Paul Hostovsky’s poems have won a Pushcart Prize, the Muriel Craft Bailey Award from The Comstock Review, and numerous poetry chapook contests. He has been featured on Poetry Daily, Verse Daily, The Writer’s Almanac, and Best of the Net 2008 and 2009. His latest book of poems is A Little in Love a Lot (2011, Main Street Rag). To read more of his work, visit his website.
Just Passing Through
He’s always thinking about something else,
always looking upward, or backward, or askance,
which is why he really shouldn’t drive and why
he can sometimes be a very challenging
conversationalist. It’s kind of like he’s
driving through life, minding his own business
when he notices some sea horses bobbing among
the telephone wires. What in the world are those?

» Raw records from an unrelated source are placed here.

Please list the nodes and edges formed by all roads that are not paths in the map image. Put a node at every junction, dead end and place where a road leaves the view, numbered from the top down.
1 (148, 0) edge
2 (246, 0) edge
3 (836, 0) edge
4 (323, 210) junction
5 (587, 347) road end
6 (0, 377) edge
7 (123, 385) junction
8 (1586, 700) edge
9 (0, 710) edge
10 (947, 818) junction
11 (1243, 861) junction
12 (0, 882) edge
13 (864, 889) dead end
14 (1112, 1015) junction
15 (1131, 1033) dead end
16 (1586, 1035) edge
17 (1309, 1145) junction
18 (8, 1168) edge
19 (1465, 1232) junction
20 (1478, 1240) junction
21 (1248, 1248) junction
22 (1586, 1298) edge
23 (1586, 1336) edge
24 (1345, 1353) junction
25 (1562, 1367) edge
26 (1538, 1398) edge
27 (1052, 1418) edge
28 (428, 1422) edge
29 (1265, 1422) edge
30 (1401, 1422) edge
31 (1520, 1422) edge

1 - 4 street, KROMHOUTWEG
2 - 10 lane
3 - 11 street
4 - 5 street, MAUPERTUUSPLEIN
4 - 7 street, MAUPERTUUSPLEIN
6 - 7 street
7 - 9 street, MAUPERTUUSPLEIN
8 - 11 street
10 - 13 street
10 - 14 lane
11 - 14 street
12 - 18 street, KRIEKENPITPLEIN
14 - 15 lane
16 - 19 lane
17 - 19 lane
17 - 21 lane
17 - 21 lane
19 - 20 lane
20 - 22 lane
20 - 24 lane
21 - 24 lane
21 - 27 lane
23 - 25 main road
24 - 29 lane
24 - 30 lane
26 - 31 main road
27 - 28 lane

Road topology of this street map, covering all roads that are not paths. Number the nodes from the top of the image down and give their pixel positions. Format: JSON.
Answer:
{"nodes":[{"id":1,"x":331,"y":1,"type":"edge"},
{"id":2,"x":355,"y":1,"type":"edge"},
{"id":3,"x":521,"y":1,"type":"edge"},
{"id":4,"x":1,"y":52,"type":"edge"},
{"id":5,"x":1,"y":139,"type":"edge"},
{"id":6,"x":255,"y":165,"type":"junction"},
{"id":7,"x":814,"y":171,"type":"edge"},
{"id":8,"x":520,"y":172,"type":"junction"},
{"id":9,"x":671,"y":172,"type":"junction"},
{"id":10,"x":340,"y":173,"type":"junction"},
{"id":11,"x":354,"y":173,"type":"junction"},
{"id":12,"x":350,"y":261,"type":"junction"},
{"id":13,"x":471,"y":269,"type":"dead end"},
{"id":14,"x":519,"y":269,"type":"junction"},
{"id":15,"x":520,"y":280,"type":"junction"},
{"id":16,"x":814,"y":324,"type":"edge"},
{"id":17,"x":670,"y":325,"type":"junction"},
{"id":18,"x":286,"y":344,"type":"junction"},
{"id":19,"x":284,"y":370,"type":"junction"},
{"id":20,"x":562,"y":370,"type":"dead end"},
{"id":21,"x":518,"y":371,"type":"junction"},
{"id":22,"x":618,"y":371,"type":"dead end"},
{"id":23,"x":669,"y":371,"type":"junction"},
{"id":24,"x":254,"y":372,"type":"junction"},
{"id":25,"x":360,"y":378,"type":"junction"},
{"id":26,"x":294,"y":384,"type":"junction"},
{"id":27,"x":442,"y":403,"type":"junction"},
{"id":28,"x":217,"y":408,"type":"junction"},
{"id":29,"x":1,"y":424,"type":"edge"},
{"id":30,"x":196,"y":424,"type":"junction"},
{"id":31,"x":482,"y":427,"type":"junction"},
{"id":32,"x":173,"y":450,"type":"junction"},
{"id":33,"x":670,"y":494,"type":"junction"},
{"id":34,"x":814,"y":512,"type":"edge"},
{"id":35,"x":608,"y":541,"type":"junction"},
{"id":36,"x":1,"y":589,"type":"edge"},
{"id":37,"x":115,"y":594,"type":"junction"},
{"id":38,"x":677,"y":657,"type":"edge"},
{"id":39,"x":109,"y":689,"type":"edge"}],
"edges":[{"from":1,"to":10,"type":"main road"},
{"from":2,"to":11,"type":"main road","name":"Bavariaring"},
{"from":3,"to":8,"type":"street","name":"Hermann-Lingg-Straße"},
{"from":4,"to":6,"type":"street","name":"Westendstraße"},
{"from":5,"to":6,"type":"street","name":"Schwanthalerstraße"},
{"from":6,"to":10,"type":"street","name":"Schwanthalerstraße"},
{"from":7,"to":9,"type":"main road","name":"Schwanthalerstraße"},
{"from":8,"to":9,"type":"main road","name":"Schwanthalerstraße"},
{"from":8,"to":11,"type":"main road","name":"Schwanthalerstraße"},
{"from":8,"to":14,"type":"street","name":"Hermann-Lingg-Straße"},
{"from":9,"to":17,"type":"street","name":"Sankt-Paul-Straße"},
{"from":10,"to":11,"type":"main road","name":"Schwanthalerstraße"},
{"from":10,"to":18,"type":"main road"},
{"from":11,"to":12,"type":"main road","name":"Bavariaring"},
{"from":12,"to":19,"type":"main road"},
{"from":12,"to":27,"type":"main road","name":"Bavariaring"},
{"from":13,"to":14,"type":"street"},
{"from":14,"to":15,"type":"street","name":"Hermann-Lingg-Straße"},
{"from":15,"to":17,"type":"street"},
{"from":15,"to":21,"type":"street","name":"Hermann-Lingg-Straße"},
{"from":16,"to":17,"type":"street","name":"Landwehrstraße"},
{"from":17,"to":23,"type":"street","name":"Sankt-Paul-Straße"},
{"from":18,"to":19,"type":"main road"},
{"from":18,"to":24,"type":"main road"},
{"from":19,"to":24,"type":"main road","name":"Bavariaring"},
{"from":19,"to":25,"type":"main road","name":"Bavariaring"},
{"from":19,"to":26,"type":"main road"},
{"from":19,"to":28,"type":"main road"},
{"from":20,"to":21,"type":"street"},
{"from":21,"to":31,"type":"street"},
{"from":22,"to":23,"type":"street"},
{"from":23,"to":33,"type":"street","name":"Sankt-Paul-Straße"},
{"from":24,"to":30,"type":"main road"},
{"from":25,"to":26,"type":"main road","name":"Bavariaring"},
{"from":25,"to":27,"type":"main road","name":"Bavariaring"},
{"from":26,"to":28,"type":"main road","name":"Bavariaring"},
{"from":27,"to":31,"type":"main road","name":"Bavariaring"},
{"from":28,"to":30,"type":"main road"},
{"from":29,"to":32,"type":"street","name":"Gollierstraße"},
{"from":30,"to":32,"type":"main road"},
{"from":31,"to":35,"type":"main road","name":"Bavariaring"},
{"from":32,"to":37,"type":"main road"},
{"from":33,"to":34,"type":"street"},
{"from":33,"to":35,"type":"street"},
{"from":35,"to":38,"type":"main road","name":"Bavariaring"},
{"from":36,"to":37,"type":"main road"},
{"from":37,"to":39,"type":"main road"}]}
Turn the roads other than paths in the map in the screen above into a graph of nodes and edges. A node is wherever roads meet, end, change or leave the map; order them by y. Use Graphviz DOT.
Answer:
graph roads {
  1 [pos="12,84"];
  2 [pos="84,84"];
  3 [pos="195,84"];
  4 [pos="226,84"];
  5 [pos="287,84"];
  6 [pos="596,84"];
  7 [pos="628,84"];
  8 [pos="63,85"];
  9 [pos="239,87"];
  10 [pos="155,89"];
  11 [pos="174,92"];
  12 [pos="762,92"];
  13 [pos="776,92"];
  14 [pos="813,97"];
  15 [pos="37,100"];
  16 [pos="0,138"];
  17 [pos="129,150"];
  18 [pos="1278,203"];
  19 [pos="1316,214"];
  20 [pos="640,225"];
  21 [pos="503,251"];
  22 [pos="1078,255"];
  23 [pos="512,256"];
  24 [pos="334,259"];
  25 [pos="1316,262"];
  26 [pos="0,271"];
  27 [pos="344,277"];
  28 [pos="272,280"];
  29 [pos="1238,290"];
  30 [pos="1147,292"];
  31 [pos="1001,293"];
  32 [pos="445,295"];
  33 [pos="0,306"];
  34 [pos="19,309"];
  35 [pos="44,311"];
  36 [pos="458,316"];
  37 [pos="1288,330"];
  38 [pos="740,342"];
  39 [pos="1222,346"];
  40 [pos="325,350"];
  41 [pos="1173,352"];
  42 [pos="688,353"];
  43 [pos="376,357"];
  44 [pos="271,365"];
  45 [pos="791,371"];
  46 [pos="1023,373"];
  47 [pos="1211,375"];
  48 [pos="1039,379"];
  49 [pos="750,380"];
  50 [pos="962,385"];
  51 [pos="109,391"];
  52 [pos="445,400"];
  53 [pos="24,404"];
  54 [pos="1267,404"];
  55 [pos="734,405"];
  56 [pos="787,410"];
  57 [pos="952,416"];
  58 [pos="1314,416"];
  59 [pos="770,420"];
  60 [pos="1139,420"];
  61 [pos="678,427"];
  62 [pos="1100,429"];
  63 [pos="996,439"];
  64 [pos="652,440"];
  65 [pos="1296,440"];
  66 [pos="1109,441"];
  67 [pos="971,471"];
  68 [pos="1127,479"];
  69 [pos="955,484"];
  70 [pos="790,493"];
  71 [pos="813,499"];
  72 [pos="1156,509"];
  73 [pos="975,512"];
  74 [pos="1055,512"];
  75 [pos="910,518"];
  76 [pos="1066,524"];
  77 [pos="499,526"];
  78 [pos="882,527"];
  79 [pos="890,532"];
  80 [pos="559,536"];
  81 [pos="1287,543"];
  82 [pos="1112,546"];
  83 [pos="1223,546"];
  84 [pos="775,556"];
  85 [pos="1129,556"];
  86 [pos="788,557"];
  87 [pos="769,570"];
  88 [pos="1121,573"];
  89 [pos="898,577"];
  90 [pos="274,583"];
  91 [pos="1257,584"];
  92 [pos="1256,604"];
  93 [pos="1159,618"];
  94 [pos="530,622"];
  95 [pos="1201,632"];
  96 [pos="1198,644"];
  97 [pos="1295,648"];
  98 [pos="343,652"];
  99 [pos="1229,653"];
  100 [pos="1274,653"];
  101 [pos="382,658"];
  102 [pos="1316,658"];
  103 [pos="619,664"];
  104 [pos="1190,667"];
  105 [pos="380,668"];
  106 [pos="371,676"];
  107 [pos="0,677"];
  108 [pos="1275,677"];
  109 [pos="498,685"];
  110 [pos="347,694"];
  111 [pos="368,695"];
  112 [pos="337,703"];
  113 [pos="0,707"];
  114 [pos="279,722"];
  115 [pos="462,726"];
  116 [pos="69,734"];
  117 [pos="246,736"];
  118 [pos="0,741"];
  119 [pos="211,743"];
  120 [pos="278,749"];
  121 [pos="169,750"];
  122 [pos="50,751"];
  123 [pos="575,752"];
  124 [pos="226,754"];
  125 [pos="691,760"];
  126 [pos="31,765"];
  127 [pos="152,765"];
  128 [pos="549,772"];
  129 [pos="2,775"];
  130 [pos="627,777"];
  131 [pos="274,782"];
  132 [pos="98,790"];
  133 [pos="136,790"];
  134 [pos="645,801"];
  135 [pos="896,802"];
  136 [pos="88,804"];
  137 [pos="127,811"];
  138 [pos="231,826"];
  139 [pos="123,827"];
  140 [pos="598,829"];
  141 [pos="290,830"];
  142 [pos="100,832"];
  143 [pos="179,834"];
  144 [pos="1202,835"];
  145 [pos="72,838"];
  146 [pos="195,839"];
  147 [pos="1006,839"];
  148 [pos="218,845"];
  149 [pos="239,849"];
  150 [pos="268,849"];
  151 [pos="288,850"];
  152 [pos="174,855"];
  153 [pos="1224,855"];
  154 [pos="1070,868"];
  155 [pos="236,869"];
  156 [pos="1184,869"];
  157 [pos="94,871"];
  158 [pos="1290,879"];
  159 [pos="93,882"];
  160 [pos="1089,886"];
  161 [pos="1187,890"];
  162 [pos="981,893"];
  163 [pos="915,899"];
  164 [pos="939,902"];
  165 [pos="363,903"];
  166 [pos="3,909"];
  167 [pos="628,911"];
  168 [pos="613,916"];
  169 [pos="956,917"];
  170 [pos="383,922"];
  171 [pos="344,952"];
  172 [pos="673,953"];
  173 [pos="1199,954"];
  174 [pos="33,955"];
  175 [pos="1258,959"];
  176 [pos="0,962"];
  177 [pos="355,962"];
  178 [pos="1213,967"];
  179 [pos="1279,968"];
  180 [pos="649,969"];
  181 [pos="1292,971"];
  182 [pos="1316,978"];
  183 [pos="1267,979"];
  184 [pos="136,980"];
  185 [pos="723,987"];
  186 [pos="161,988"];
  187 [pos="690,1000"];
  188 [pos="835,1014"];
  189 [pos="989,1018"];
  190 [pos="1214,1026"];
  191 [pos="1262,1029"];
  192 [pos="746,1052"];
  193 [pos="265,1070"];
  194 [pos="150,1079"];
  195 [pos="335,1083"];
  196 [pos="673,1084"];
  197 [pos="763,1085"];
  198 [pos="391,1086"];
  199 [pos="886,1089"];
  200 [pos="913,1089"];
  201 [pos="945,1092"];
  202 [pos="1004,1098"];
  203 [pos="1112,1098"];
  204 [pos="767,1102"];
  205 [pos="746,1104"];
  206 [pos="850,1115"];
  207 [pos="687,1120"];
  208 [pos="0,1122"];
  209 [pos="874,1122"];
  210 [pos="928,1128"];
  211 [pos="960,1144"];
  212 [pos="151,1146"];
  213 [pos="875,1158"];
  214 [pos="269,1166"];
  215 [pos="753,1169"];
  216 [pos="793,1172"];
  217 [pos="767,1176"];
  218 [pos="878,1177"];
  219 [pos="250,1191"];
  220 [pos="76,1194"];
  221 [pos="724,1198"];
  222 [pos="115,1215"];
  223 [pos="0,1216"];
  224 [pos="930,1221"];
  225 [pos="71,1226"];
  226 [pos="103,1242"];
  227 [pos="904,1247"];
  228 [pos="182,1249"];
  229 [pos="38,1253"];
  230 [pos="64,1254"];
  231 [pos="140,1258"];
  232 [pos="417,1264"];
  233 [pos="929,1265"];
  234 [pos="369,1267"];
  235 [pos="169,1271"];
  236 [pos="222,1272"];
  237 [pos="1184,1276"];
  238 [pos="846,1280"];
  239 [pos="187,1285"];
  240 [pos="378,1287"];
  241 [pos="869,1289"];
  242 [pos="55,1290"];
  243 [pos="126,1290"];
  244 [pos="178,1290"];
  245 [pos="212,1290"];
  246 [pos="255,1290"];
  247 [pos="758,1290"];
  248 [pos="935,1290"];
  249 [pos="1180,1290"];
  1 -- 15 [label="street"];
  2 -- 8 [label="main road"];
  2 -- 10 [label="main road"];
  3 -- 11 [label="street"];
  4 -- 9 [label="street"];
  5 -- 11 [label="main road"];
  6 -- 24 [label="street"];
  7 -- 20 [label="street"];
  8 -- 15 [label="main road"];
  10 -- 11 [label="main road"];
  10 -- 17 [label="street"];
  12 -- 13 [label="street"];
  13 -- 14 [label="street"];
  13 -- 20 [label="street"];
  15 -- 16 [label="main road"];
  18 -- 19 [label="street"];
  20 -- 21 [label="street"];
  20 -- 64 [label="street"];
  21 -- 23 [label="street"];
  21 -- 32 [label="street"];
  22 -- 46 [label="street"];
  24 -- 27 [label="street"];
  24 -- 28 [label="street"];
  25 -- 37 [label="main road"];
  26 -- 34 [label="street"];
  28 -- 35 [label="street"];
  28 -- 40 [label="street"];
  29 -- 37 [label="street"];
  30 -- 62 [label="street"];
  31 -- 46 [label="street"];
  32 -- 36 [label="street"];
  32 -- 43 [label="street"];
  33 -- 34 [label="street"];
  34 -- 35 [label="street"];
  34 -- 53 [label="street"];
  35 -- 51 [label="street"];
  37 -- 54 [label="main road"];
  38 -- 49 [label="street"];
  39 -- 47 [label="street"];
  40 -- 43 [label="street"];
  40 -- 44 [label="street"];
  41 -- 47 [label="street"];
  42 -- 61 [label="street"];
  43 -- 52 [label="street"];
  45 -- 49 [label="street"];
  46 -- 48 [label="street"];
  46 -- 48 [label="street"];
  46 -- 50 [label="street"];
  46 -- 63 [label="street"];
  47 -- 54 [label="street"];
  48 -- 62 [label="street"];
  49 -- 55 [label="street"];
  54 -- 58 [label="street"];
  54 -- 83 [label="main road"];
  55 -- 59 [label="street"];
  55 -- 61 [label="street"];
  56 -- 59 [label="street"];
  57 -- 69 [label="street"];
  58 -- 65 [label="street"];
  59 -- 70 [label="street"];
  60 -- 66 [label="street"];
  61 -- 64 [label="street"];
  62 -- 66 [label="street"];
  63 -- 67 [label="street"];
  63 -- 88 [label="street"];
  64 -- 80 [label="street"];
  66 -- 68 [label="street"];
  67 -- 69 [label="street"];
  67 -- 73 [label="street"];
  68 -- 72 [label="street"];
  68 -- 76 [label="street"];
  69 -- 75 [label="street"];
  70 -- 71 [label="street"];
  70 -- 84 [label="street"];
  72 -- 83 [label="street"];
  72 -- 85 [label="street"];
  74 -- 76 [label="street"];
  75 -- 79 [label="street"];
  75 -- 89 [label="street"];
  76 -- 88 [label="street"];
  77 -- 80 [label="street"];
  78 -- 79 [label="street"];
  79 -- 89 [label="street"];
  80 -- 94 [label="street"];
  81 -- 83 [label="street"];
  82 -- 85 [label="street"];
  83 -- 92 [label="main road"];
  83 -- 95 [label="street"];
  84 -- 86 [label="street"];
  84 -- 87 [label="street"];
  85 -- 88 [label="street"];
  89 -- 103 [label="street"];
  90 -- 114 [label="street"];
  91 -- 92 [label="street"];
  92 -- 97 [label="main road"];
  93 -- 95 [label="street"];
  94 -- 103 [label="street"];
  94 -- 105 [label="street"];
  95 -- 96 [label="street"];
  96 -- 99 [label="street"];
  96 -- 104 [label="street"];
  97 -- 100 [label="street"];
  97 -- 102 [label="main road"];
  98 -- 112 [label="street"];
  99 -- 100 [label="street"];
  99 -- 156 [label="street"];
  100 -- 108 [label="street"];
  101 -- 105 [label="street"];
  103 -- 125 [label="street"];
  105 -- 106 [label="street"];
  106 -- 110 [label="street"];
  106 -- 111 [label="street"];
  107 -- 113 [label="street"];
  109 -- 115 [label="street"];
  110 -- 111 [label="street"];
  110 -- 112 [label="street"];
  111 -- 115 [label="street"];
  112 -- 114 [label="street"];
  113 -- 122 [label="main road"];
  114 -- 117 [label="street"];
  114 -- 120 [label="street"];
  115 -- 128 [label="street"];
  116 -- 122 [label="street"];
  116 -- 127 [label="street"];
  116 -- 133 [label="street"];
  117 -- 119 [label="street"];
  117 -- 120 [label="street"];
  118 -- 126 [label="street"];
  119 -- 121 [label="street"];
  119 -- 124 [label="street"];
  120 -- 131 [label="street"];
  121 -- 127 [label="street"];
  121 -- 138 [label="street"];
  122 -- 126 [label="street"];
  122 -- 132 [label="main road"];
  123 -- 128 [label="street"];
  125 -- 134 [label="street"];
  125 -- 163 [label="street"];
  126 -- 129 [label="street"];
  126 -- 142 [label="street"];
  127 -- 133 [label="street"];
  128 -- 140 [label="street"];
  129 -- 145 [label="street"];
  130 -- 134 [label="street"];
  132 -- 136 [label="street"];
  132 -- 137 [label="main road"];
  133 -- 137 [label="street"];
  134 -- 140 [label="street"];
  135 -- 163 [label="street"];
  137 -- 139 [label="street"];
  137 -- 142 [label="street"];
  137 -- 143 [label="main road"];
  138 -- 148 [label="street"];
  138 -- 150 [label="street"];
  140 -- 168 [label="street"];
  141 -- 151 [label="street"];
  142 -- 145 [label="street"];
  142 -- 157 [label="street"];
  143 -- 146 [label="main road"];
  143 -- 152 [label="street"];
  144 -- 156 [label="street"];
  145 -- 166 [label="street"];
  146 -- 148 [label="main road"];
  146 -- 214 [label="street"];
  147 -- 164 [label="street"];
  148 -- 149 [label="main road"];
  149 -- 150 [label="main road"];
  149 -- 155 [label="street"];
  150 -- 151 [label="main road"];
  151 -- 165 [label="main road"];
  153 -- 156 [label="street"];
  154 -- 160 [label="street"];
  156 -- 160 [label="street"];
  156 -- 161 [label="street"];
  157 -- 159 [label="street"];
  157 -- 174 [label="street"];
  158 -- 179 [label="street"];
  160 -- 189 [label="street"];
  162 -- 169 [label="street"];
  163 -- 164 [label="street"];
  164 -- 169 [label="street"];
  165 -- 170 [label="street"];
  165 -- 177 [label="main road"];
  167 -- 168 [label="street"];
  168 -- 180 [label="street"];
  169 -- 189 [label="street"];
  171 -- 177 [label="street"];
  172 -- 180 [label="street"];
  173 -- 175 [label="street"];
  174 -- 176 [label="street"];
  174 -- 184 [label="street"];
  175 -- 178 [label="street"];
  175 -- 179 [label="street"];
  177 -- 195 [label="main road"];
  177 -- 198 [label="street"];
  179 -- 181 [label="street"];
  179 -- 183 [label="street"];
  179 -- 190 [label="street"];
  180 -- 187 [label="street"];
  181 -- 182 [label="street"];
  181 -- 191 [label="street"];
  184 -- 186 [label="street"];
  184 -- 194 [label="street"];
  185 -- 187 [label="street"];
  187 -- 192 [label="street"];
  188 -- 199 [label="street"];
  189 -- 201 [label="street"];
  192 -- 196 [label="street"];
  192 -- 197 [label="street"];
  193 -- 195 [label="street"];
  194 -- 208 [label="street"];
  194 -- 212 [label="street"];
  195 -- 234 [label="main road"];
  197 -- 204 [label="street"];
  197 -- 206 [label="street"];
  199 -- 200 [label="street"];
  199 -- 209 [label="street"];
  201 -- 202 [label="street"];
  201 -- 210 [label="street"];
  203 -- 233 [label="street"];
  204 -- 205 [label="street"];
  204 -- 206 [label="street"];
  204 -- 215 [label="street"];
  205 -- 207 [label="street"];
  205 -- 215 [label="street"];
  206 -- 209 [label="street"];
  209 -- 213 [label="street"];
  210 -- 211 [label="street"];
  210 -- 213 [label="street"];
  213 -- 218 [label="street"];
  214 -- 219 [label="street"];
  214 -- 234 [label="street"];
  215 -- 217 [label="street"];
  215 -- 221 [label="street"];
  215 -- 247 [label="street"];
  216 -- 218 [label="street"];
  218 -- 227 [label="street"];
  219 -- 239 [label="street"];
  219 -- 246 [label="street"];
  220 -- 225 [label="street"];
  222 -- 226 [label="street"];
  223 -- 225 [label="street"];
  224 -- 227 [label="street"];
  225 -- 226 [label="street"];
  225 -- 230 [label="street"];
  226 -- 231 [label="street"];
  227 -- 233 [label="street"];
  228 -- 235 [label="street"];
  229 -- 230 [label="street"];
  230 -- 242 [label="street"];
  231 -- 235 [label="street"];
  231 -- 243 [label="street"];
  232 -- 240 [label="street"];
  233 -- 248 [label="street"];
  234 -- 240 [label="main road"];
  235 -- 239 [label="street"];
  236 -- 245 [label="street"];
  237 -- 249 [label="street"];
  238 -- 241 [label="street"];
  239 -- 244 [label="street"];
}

he asks himself as he drifts over the double
yellow line, looking upward out the window. Luckily
there are no oncoming cars, just an orange
pylon in the road, like an upside-down
megaphone announcing the repair-truck
parked at a utility pole, a workman lifting
himself in a bucket up to the telephone wires
where he seems to be capturing one sea horse after
another, dropping them into the boat-like bucket
in which he works, fishing high among the treetops.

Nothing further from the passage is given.